Prayer is a serious thing. Prayer spectacles, as I discuss today in the Guardian, are not. But nonetheless, as is tradition, the National Day of Prayer Task Force hosted its annual festivities today in the Cannon House Office Building, in an ornate, high-ceilinged room right across the hall from Majority Leader Eric Cantor’s office.
I’ve never covered the National Day of Prayer before—I’ve always thought it could be a little dull, and in a lot of ways it was. You have to have the time and endurance for more than three hours of A and B list celebrities talking and praying and singing, but you could be rewarded with hearing Pat Boone clumsily recite prayers in Hebrew, or a shofar blowing by Rabbi Neal Surasky of Chosen People Ministries, which is all about “proclaiming the Good News through Jesus the Messiah to Jewish people around the world.” (I was late, so I missed the latter, but I suppose that’s what arguably made the prayers “Judeo-Christian.” But they were really just Christian.) You could have watched at home, on GOD TV, or you could have signed up to be an intercessor so you could go to Room 121 of the Cannon House Office Building to pray, for example, about “prophetic concerns about terrorism.” Or you could just sit in the room—take note that you should arrive early because it tends to fill up—and listen to Senate Chaplain Barry Black talk about how “godliness” is a “national security issue.” And when there are “challenges in the legislative branch, I take it to the sovereign God of the universe.” Or you might get to hear President Obama’s Ambassador for International Religious Freedom, Suzan Johnson Cook, acknowledged and applauded for making an appearance on behalf of the administration.
Church-state separation, you say? That’s for persecutors, the Day of Prayer warriors would tell you, for the meanies who are trying to stop these patriotic Americans from bringing forth the Christian revival that America so desperately needs.
There are serious issues facing our country and its citizens, as Rear Admiral William D. Lee of the United States Coast Guard pointed out. He focused on the tragically high rate of suicide among military servicemembers, which, I completely agree, is a travesty that must be urgently addressed. But Admiral Lee complained not about a lack of resources to help those in need, or heaven forbid, a rethinking of our military escapades. He complained bitterly that those church-state separation meanies were preventing him from preaching the Gospel desperate servicemembers. “I’m not talking about proselytizing,” he said, “I’m taking about gently whispering the Bible.” He proudly boasted of “crossing that line”—i.e., church-state separation—”so many times.” He got a standing ovation.
Keynote speaker Pastor Greg Laurie focused on the quest for a spiritual awakening, and why every American needs to be alert to it. America has enemies, after all, like North Korea and Iran. Laurie’s praying for another Jesus movement; to not pray for our country, he maintained, is a sin. “We can pray authoritatively and confidently,” he said confidently.
Jesus is calling our country, Laurie said. He asked the audience: if you saw Jesus’ name in the caller ID on your iPhone, would you answer the call or let it go into voice mail?

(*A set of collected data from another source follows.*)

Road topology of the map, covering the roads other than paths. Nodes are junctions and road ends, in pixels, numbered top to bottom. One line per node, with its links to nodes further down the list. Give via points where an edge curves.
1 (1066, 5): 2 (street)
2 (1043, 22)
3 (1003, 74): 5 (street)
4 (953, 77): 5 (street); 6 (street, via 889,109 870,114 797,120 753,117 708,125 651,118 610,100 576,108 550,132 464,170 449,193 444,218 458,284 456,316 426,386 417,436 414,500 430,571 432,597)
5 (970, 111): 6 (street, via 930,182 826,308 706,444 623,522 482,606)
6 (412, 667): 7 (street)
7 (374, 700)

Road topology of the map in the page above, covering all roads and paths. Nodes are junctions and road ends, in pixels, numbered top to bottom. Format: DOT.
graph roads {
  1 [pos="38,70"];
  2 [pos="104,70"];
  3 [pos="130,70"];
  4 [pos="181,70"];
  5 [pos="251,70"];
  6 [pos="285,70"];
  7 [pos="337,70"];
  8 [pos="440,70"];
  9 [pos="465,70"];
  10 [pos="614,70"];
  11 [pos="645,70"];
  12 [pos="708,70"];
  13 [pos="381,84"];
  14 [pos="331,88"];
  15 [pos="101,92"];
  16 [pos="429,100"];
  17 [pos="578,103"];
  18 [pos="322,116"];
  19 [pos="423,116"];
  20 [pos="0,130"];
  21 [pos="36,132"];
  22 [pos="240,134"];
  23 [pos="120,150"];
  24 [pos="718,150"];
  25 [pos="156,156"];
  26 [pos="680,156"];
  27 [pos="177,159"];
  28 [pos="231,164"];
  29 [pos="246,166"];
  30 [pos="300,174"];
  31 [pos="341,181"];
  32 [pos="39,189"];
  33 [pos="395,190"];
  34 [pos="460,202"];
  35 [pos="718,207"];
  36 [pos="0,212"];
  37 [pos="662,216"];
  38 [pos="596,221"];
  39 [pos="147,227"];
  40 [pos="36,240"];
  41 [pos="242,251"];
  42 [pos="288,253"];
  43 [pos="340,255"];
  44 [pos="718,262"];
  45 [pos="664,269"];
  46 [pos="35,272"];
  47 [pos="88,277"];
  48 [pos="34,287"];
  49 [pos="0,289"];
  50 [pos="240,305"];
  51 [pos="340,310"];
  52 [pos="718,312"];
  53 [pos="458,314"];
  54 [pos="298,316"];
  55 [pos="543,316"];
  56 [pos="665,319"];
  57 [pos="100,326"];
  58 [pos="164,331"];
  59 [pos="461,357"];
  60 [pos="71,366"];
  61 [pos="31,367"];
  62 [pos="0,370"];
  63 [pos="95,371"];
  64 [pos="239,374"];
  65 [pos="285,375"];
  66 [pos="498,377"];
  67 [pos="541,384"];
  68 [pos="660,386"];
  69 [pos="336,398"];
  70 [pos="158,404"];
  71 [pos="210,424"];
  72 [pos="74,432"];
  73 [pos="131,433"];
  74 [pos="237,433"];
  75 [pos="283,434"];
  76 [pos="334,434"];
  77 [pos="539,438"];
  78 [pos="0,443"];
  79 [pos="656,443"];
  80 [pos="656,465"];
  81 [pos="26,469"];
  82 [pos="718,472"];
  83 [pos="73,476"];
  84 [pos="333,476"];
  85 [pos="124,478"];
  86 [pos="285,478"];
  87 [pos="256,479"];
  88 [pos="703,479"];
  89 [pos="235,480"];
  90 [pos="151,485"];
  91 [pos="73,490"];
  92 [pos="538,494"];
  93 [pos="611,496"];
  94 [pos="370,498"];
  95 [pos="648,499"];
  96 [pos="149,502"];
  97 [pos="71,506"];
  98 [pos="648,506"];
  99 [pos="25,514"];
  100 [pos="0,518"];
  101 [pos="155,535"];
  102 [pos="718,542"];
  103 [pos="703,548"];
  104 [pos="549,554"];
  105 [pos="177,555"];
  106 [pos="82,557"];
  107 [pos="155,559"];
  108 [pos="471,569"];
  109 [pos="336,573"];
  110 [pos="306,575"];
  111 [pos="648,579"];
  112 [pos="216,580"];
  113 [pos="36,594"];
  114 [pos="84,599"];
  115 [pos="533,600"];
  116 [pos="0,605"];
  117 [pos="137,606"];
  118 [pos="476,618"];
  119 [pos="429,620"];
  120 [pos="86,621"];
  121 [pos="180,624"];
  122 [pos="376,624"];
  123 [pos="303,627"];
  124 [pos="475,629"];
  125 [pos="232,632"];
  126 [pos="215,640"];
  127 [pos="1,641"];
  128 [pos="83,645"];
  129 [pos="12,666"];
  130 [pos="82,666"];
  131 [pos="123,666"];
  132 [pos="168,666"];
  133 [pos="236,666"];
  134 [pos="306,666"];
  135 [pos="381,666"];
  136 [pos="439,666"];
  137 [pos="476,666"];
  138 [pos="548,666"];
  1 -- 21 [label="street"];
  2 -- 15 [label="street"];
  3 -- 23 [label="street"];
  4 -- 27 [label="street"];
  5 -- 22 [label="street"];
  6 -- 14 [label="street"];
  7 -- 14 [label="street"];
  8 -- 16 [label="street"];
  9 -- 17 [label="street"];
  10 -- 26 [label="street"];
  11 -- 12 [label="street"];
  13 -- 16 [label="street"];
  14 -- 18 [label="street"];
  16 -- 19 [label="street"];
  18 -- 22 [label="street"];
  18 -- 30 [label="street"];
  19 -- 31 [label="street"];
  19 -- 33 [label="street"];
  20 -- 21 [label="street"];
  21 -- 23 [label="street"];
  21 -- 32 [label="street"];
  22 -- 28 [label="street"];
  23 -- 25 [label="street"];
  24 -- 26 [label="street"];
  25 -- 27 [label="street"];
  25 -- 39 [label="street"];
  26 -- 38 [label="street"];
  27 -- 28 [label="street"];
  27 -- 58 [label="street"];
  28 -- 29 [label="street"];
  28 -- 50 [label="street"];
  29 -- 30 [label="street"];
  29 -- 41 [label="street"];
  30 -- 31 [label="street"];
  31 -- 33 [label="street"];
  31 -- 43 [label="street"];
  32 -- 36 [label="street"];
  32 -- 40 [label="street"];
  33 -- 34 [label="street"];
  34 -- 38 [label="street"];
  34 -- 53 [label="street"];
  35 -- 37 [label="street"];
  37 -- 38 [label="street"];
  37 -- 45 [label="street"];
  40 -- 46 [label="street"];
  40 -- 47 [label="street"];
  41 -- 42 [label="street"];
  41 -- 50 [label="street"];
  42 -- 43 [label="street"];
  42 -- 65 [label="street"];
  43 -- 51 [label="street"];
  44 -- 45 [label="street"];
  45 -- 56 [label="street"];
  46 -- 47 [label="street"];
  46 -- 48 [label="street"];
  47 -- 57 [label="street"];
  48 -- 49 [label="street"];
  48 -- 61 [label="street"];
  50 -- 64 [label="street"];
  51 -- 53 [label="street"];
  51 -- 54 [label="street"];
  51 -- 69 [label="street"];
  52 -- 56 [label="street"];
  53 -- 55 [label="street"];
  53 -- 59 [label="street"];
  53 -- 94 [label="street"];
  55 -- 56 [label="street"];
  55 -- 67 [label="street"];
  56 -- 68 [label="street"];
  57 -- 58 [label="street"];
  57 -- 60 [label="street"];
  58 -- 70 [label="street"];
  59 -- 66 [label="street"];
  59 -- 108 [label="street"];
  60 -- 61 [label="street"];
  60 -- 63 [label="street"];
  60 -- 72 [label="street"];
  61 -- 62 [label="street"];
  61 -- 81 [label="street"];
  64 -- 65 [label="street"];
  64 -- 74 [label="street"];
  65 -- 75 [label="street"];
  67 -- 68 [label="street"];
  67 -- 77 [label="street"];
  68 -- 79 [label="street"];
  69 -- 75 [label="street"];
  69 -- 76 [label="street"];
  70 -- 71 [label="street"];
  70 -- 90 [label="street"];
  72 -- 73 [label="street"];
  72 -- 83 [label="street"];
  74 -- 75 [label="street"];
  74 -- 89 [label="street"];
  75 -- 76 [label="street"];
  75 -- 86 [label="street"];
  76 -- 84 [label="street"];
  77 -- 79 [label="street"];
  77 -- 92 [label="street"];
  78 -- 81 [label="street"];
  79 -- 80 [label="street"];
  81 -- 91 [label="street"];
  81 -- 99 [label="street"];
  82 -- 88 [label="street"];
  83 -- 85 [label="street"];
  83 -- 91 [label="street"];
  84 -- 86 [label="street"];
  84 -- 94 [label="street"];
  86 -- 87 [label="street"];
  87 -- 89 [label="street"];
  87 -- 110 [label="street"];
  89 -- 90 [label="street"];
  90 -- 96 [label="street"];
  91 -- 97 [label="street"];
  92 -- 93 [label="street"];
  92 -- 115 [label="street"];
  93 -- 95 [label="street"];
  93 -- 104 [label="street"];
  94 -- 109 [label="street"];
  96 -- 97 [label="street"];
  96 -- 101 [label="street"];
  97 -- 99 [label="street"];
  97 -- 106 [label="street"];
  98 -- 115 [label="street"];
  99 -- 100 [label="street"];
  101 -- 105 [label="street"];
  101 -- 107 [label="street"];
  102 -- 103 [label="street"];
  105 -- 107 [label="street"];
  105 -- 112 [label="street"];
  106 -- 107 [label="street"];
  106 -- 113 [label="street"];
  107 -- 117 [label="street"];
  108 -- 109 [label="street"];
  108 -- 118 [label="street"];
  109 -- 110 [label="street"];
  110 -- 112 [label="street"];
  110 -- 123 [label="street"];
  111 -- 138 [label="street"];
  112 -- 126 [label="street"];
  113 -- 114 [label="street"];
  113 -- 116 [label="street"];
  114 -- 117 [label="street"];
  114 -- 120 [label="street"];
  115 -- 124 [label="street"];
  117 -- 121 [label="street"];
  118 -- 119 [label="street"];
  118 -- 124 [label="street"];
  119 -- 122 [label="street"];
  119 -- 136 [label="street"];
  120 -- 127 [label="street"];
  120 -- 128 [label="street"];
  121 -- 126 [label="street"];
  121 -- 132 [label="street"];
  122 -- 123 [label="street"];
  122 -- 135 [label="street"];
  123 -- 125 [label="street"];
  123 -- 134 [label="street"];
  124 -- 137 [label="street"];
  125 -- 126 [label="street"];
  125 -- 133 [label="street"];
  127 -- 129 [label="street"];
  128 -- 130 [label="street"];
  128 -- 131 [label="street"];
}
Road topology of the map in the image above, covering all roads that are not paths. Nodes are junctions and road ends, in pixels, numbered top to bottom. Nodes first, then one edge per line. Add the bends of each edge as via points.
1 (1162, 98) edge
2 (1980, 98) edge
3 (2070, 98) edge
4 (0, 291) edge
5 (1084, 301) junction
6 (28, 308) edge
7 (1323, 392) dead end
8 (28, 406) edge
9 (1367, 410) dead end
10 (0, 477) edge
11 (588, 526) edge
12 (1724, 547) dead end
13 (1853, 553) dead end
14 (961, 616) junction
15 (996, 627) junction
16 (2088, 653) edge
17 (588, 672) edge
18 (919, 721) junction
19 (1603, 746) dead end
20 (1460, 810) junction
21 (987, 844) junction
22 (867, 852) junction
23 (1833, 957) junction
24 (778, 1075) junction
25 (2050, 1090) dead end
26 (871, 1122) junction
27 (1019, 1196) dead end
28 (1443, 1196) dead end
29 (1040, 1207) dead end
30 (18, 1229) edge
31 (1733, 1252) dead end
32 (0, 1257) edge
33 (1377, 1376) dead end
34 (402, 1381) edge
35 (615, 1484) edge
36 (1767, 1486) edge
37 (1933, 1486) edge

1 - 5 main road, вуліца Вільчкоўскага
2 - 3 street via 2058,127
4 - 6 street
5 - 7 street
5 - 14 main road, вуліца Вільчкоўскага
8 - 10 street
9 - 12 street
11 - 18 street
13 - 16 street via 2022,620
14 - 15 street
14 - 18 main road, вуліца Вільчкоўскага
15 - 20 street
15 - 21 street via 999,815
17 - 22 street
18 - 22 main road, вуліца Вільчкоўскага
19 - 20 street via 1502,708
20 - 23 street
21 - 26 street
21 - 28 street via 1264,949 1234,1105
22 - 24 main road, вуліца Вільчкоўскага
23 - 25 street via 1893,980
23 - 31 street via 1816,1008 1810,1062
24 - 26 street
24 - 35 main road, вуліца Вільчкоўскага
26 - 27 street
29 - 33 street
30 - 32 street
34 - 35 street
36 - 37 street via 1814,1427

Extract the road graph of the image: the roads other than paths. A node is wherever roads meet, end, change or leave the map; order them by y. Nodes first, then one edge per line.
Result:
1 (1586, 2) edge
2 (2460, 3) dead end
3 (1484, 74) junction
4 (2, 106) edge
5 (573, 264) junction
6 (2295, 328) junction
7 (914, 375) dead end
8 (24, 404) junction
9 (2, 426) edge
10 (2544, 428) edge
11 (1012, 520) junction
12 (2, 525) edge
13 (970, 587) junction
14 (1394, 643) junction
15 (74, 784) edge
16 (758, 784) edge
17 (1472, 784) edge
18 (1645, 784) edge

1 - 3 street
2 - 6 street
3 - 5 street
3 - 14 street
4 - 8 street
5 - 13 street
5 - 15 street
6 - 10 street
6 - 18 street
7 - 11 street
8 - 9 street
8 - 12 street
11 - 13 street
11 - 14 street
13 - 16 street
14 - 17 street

Part of you might think, oh, what the heck, let these people have their three hours of glory in a taxpayer-funded building. It’s not like they’re making any laws while praying in Jesus’ name right there on Capitol Hill. But that, really, is sort of my point: Republican lawmakers, some of whom spoke at the gathering, think of these “intercessors” as their base. Do you think they feel the need to actually, you know, legislate, when their base is saying that the only thing American needs is for everyone to repent and accept Jesus?